Monday, January 14, 2008

A day in the life.

The question keeps being asked, "What is Tara doing?, How is she dealing with India?, How does she spend her day?". I now realize that the blog has been mostly about Byl and the boys or us as a family. Not much about Me. And it is Me that is experiencing India on a more intimate level than the rest of the family. I don't have a job. I don't go to school. I had to make my new life here from scratch so to speak. I also don't travel with a camera or write in this way often so I admit my experience has been somewhat of a mystery to most people. No, I am not hiding in my dark bedroom watching reruns of "Desperate Housewives" (although it is an option). My days are quite full actually. Much more than I thought they would be. Of course I spend a lot of time grocery shopping and running the usual errands, dry cleaners, post office, bank, etc. But as mundane as that sounds, these tasks require a hell of a lot of patience, endurance, humility, and of course a great sense of humor, (thank God I have that). I spend most of my day with Akbar, a young muslim man who drives me everywhere. I have learned to carry a glue stick to the post office to avoid having to dip my finger a common bowl of blue goo because the stamps are not self adhesive. I now know where I can find brussel sprouts and broccoli. As long as I get there early and can find my way through the crowd of hindu devotees exiting a nearby temple I will have the makings of a great meal. One that is not curry!!! I know to avoid the dry cleaners at lunch/nap time because although they will acknowledge that I have entered the shop they have no intention of interrupting their midday break (or simply putting up an "out to lunch" sign and locking the door). I now wear practical shoes.

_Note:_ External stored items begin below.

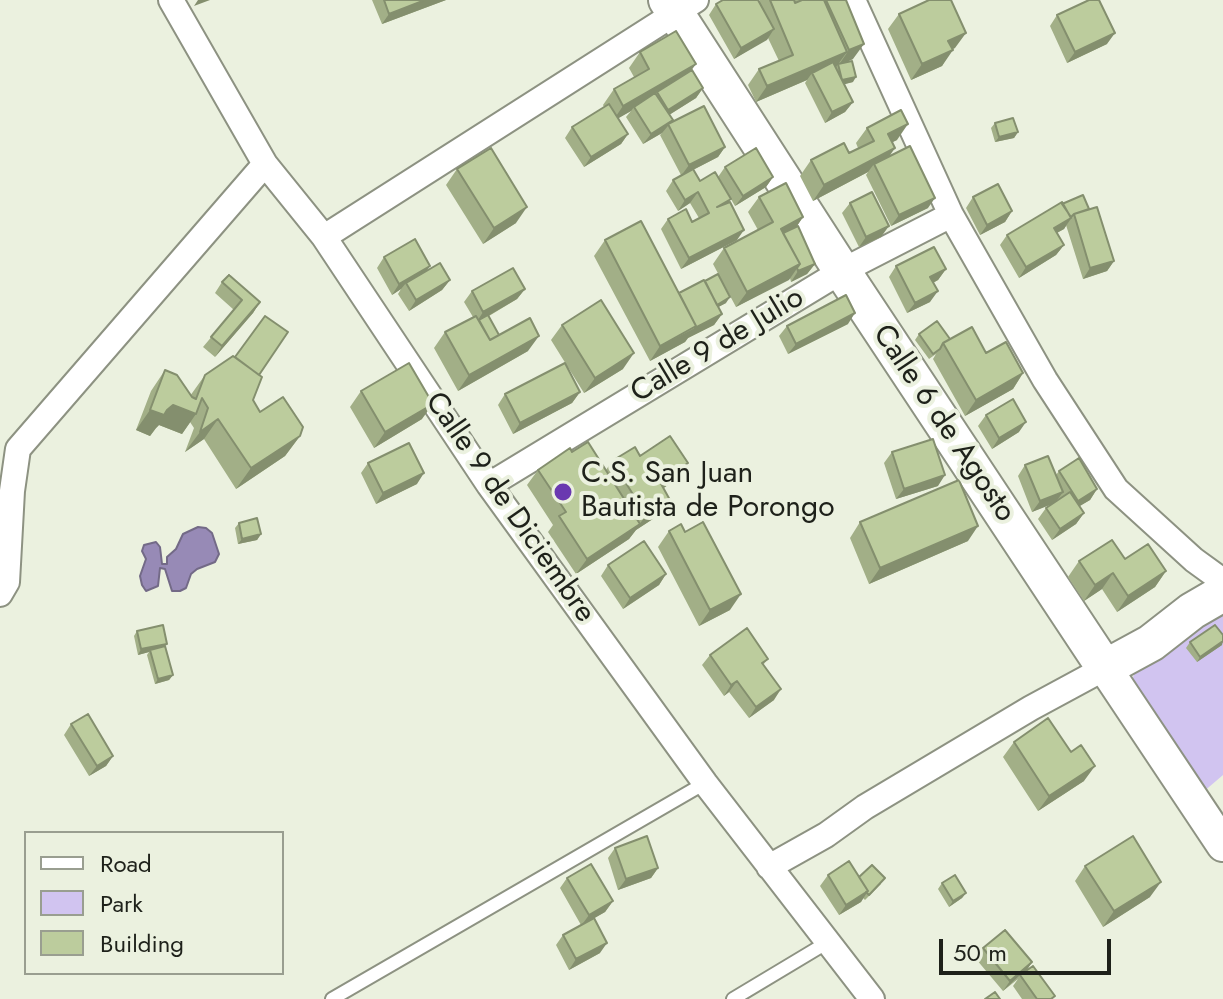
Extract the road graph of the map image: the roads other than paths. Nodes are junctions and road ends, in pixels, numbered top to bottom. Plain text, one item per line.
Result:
1 (171, 0) edge
2 (853, 0) edge
3 (679, 4) edge
4 (265, 164) junction
5 (951, 215) junction
6 (324, 237) junction
7 (842, 271) junction
8 (9, 448) edge
9 (489, 485) junction
10 (1223, 581) edge
11 (1223, 593) edge
12 (0, 594) edge
13 (1105, 668) junction
14 (705, 783) junction
15 (1223, 845) edge
16 (769, 867) junction
17 (828, 942) junction
18 (332, 999) edge
19 (733, 999) edge
20 (872, 999) edge

1 - 4 street, Calle 9 de Diciembre
2 - 5 street
3 - 6 street
3 - 7 main road, Calle 6 de Agosto
4 - 6 street, Calle 9 de Diciembre
4 - 8 street
5 - 7 street, Calle 9 de Julio
5 - 10 street
6 - 9 street, Calle 9 de Diciembre
7 - 9 street, Calle 9 de Julio
7 - 13 main road, Calle 6 de Agosto
8 - 12 street
9 - 14 street, Calle 9 de Diciembre
11 - 13 main road
13 - 15 street, Calle 6 de Agosto
13 - 16 street
14 - 16 street, Calle 9 de Diciembre
14 - 18 lane
16 - 17 street, Calle 9 de Diciembre
17 - 19 lane
17 - 20 street, Calle 9 de Diciembre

I have met a lot of great women with whom I spend a lot of time. We share our joys and concerns. We share our funny stories. We give advice when asked. We play scrabble and have a book club. We all fret about the effect this whole experience will have on our children and our families as a whole. I am not alone. I am not lonely. I feel very safe. I feel very stimulated in ways I never thought I could.
As of tomorrow I will give you all a look into the day in the life of Tara. I will try to post photos of the people and things I encounter. I vow to keep it real, meaning I won't go out of my way to find some interesting photo op to impress you.
Then I will happily retreat into anonymity once again.